Разве перед вами библейская фигура дьявола? Разве есть что-нибудь общее между змеем-соблазнителем и этим гордым Ариманом, этим князем тьмы, в котором даже злоба носит на себе печать величия? Но, покорный Писанию, Мильтон дает уже предчувствовать змея в своем Сатане. Пораженный силой, тот хочет идти на хитрость, на лицемерие, – и вместе с этим теряет очарование своей грандиозной фигуры. К счастью, художественное чутье не позволяет Мильтону сделать сразу такой резкий переход, и он дает еще читателю возможность насладиться грозным величием своего Сатаны-Прометея.

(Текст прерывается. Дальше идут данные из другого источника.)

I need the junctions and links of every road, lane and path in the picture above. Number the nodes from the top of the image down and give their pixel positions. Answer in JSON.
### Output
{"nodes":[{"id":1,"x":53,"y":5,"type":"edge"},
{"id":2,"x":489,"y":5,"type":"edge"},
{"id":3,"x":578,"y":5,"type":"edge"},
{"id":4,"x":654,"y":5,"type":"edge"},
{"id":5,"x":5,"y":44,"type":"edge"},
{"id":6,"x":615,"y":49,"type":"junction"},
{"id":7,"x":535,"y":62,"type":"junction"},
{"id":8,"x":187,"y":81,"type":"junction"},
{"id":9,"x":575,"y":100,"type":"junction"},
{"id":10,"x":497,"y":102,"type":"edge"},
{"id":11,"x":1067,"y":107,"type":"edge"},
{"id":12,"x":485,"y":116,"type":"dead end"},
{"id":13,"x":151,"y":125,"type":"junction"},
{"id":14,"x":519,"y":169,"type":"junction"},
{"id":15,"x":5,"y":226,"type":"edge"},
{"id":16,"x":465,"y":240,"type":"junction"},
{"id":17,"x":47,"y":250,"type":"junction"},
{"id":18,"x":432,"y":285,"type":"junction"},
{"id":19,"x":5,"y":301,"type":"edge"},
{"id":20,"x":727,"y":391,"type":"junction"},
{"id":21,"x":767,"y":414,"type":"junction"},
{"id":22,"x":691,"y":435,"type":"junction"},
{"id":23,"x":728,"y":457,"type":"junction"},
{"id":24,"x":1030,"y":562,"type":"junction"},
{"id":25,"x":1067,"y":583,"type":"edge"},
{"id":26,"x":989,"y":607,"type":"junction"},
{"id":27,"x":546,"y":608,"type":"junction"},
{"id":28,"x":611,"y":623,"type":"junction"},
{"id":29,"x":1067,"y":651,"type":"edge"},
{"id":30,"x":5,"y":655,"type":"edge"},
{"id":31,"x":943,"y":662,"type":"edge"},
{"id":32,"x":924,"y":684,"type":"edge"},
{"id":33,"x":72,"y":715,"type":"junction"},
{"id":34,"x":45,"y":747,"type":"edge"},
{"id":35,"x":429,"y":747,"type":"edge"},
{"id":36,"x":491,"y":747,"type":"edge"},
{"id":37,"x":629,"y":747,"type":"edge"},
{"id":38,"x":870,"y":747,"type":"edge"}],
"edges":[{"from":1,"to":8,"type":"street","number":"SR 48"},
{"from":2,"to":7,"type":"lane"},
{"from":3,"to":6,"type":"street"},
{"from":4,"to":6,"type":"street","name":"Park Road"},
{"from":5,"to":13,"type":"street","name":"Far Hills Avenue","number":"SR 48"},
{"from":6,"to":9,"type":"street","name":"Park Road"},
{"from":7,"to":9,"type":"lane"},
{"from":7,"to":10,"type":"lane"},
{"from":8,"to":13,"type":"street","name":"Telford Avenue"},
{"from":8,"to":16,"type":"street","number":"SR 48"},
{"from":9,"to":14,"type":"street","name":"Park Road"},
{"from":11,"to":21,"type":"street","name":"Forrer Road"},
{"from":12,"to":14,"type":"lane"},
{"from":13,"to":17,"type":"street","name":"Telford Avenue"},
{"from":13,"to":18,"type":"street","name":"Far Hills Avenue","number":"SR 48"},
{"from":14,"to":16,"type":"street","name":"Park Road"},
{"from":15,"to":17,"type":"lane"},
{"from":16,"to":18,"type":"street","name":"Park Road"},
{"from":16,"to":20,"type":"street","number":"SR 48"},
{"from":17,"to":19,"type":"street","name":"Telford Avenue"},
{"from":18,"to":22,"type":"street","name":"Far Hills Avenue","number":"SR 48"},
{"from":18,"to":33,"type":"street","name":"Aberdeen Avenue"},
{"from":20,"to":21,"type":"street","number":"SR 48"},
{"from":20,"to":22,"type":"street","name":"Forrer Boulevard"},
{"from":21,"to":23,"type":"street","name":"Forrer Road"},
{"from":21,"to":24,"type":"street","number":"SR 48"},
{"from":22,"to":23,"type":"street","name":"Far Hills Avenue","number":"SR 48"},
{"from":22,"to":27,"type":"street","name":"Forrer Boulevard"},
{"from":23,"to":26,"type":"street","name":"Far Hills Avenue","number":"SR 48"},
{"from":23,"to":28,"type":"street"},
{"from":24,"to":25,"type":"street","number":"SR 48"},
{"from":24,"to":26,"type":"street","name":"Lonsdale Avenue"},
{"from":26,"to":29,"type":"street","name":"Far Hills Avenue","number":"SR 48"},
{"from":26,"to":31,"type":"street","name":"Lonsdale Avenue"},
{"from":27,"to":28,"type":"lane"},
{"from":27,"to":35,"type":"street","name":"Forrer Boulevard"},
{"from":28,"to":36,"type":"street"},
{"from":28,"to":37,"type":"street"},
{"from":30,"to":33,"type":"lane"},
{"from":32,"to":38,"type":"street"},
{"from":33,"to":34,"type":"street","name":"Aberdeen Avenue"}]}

На адском совете решено между тем открыть мир, населенный людьми, и завоевать его. Сатана отваживается на это предприятие один из всех и выходит из ада. Он проходит страну хаоса и вечной ночи и достигает наконец светлых пределов рая. Здесь тяжелое раздумье овладевает им, минутное сожаление о потерянном мелькает в его гордой душе, он вдруг чувствует всю тяжесть свободы:

«Везде встречаю ад, куда ни бегу: этот ад во мне самом. В глубокой пропасти я вижу пропасть еще глубочайшую, разверзшую уже ужасные свои челюсти и готовую поглотить меня… О гордое сердце! Смирись, наконец, в своем высокомерии… Ужели нет места для раскаяния, ужели нет места для прощения?.. Есть оно, есть, – но в покорности, только в покорности…»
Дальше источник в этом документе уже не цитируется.